- Opening Delimiter -

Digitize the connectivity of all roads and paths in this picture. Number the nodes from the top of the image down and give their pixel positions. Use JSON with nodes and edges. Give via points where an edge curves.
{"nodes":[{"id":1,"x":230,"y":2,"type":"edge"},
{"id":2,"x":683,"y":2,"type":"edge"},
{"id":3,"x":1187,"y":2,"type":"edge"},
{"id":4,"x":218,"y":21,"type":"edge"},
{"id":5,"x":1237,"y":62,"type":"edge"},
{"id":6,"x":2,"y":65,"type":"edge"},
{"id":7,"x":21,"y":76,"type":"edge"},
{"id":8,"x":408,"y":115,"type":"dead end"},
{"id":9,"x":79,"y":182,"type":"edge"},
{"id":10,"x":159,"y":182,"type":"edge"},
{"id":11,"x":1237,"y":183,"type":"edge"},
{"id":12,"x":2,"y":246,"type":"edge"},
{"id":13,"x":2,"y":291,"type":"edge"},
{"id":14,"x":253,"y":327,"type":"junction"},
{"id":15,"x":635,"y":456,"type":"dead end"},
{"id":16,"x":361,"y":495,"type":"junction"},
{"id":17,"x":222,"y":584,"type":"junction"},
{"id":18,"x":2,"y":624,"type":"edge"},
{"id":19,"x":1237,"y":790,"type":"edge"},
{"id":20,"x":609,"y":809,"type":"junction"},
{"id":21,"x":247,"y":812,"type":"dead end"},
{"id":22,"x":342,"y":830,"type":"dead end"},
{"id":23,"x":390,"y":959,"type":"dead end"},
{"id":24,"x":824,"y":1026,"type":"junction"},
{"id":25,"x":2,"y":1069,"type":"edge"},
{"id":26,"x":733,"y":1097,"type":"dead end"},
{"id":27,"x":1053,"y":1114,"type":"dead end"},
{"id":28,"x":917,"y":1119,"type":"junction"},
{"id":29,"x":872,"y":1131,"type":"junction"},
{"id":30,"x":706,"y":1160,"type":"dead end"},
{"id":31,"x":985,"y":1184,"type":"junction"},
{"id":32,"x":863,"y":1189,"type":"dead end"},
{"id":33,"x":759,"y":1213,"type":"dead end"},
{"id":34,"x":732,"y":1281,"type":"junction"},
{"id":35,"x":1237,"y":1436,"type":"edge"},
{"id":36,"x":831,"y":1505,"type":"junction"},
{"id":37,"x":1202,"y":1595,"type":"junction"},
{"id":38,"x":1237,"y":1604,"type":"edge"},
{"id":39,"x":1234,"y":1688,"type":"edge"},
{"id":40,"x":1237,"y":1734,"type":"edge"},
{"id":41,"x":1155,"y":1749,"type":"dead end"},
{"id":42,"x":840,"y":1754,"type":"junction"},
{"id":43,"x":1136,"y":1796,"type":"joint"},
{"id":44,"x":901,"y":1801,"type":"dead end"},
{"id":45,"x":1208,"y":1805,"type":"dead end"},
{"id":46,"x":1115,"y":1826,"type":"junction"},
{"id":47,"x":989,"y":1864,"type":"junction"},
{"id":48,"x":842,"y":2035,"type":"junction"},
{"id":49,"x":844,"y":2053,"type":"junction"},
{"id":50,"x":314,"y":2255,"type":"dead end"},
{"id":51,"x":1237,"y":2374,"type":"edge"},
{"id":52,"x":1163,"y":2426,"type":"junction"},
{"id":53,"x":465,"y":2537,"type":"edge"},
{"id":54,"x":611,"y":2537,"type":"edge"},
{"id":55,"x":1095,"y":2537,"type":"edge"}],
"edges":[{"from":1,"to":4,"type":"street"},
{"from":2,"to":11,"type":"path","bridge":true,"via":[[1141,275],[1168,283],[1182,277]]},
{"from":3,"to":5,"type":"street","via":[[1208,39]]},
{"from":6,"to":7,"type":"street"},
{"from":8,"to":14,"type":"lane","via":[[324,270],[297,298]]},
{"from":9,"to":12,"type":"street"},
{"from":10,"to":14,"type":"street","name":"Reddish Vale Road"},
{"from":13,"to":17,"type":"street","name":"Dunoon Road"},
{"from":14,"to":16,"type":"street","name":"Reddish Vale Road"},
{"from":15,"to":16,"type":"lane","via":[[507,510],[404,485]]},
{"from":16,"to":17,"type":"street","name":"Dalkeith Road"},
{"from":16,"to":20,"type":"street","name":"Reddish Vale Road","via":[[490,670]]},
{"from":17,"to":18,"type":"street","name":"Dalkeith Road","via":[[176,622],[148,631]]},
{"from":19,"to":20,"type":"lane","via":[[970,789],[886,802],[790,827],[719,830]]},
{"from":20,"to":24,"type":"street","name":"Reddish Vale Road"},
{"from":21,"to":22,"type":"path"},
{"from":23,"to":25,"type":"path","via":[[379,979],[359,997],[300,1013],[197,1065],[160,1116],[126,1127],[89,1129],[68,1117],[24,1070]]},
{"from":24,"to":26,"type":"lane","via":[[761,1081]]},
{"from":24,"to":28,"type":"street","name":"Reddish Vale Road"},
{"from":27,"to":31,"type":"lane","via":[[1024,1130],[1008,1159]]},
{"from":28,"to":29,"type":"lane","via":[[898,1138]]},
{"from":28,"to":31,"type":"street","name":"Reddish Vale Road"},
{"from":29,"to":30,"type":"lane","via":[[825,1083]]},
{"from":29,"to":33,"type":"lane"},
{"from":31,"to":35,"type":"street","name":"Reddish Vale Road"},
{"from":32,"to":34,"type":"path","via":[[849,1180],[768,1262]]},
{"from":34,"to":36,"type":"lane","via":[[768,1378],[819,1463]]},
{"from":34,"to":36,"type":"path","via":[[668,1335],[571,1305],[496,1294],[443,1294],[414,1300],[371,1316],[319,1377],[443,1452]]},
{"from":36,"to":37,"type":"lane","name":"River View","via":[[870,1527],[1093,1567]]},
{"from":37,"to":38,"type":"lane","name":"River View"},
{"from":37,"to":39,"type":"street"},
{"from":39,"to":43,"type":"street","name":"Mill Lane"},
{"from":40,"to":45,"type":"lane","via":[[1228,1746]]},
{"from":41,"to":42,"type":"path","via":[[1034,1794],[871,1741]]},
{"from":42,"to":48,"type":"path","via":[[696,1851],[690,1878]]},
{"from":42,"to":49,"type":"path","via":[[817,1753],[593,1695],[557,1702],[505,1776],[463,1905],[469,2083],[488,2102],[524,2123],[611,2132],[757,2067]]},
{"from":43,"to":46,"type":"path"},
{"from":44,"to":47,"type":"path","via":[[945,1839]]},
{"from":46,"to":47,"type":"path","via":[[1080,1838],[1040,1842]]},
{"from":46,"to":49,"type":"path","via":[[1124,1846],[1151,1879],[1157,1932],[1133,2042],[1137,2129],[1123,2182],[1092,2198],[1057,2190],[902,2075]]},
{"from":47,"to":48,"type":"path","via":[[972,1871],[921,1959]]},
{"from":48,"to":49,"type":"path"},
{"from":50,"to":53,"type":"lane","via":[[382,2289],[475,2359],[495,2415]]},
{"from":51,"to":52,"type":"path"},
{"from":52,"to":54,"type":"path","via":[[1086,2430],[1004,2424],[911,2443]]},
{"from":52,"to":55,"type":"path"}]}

- Closing Delimiter -

§ **The problem**
Reprint the entire listing exactly.

§ **Output below**
Digitize the connectivity of all roads and paths in this picture. Number the nodes from the top of the image down and give their pixel positions. Use JSON with nodes and edges. Give via points where an edge curves.
{"nodes":[{"id":1,"x":230,"y":2,"type":"edge"},
{"id":2,"x":683,"y":2,"type":"edge"},
{"id":3,"x":1187,"y":2,"type":"edge"},
{"id":4,"x":218,"y":21,"type":"edge"},
{"id":5,"x":1237,"y":62,"type":"edge"},
{"id":6,"x":2,"y":65,"type":"edge"},
{"id":7,"x":21,"y":76,"type":"edge"},
{"id":8,"x":408,"y":115,"type":"dead end"},
{"id":9,"x":79,"y":182,"type":"edge"},
{"id":10,"x":159,"y":182,"type":"edge"},
{"id":11,"x":1237,"y":183,"type":"edge"},
{"id":12,"x":2,"y":246,"type":"edge"},
{"id":13,"x":2,"y":291,"type":"edge"},
{"id":14,"x":253,"y":327,"type":"junction"},
{"id":15,"x":635,"y":456,"type":"dead end"},
{"id":16,"x":361,"y":495,"type":"junction"},
{"id":17,"x":222,"y":584,"type":"junction"},
{"id":18,"x":2,"y":624,"type":"edge"},
{"id":19,"x":1237,"y":790,"type":"edge"},
{"id":20,"x":609,"y":809,"type":"junction"},
{"id":21,"x":247,"y":812,"type":"dead end"},
{"id":22,"x":342,"y":830,"type":"dead end"},
{"id":23,"x":390,"y":959,"type":"dead end"},
{"id":24,"x":824,"y":1026,"type":"junction"},
{"id":25,"x":2,"y":1069,"type":"edge"},
{"id":26,"x":733,"y":1097,"type":"dead end"},
{"id":27,"x":1053,"y":1114,"type":"dead end"},
{"id":28,"x":917,"y":1119,"type":"junction"},
{"id":29,"x":872,"y":1131,"type":"junction"},
{"id":30,"x":706,"y":1160,"type":"dead end"},
{"id":31,"x":985,"y":1184,"type":"junction"},
{"id":32,"x":863,"y":1189,"type":"dead end"},
{"id":33,"x":759,"y":1213,"type":"dead end"},
{"id":34,"x":732,"y":1281,"type":"junction"},
{"id":35,"x":1237,"y":1436,"type":"edge"},
{"id":36,"x":831,"y":1505,"type":"junction"},
{"id":37,"x":1202,"y":1595,"type":"junction"},
{"id":38,"x":1237,"y":1604,"type":"edge"},
{"id":39,"x":1234,"y":1688,"type":"edge"},
{"id":40,"x":1237,"y":1734,"type":"edge"},
{"id":41,"x":1155,"y":1749,"type":"dead end"},
{"id":42,"x":840,"y":1754,"type":"junction"},
{"id":43,"x":1136,"y":1796,"type":"joint"},
{"id":44,"x":901,"y":1801,"type":"dead end"},
{"id":45,"x":1208,"y":1805,"type":"dead end"},
{"id":46,"x":1115,"y":1826,"type":"junction"},
{"id":47,"x":989,"y":1864,"type":"junction"},
{"id":48,"x":842,"y":2035,"type":"junction"},
{"id":49,"x":844,"y":2053,"type":"junction"},
{"id":50,"x":314,"y":2255,"type":"dead end"},
{"id":51,"x":1237,"y":2374,"type":"edge"},
{"id":52,"x":1163,"y":2426,"type":"junction"},
{"id":53,"x":465,"y":2537,"type":"edge"},
{"id":54,"x":611,"y":2537,"type":"edge"},
{"id":55,"x":1095,"y":2537,"type":"edge"}],
"edges":[{"from":1,"to":4,"type":"street"},
{"from":2,"to":11,"type":"path","bridge":true,"via":[[1141,275],[1168,283],[1182,277]]},
{"from":3,"to":5,"type":"street","via":[[1208,39]]},
{"from":6,"to":7,"type":"street"},
{"from":8,"to":14,"type":"lane","via":[[324,270],[297,298]]},
{"from":9,"to":12,"type":"street"},
{"from":10,"to":14,"type":"street","name":"Reddish Vale Road"},
{"from":13,"to":17,"type":"street","name":"Dunoon Road"},
{"from":14,"to":16,"type":"street","name":"Reddish Vale Road"},
{"from":15,"to":16,"type":"lane","via":[[507,510],[404,485]]},
{"from":16,"to":17,"type":"street","name":"Dalkeith Road"},
{"from":16,"to":20,"type":"street","name":"Reddish Vale Road","via":[[490,670]]},
{"from":17,"to":18,"type":"street","name":"Dalkeith Road","via":[[176,622],[148,631]]},
{"from":19,"to":20,"type":"lane","via":[[970,789],[886,802],[790,827],[719,830]]},
{"from":20,"to":24,"type":"street","name":"Reddish Vale Road"},
{"from":21,"to":22,"type":"path"},
{"from":23,"to":25,"type":"path","via":[[379,979],[359,997],[300,1013],[197,1065],[160,1116],[126,1127],[89,1129],[68,1117],[24,1070]]},
{"from":24,"to":26,"type":"lane","via":[[761,1081]]},
{"from":24,"to":28,"type":"street","name":"Reddish Vale Road"},
{"from":27,"to":31,"type":"lane","via":[[1024,1130],[1008,1159]]},
{"from":28,"to":29,"type":"lane","via":[[898,1138]]},
{"from":28,"to":31,"type":"street","name":"Reddish Vale Road"},
{"from":29,"to":30,"type":"lane","via":[[825,1083]]},
{"from":29,"to":33,"type":"lane"},
{"from":31,"to":35,"type":"street","name":"Reddish Vale Road"},
{"from":32,"to":34,"type":"path","via":[[849,1180],[768,1262]]},
{"from":34,"to":36,"type":"lane","via":[[768,1378],[819,1463]]},
{"from":34,"to":36,"type":"path","via":[[668,1335],[571,1305],[496,1294],[443,1294],[414,1300],[371,1316],[319,1377],[443,1452]]},
{"from":36,"to":37,"type":"lane","name":"River View","via":[[870,1527],[1093,1567]]},
{"from":37,"to":38,"type":"lane","name":"River View"},
{"from":37,"to":39,"type":"street"},
{"from":39,"to":43,"type":"street","name":"Mill Lane"},
{"from":40,"to":45,"type":"lane","via":[[1228,1746]]},
{"from":41,"to":42,"type":"path","via":[[1034,1794],[871,1741]]},
{"from":42,"to":48,"type":"path","via":[[696,1851],[690,1878]]},
{"from":42,"to":49,"type":"path","via":[[817,1753],[593,1695],[557,1702],[505,1776],[463,1905],[469,2083],[488,2102],[524,2123],[611,2132],[757,2067]]},
{"from":43,"to":46,"type":"path"},
{"from":44,"to":47,"type":"path","via":[[945,1839]]},
{"from":46,"to":47,"type":"path","via":[[1080,1838],[1040,1842]]},
{"from":46,"to":49,"type":"path","via":[[1124,1846],[1151,1879],[1157,1932],[1133,2042],[1137,2129],[1123,2182],[1092,2198],[1057,2190],[902,2075]]},
{"from":47,"to":48,"type":"path","via":[[972,1871],[921,1959]]},
{"from":48,"to":49,"type":"path"},
{"from":50,"to":53,"type":"lane","via":[[382,2289],[475,2359],[495,2415]]},
{"from":51,"to":52,"type":"path"},
{"from":52,"to":54,"type":"path","via":[[1086,2430],[1004,2424],[911,2443]]},
{"from":52,"to":55,"type":"path"}]}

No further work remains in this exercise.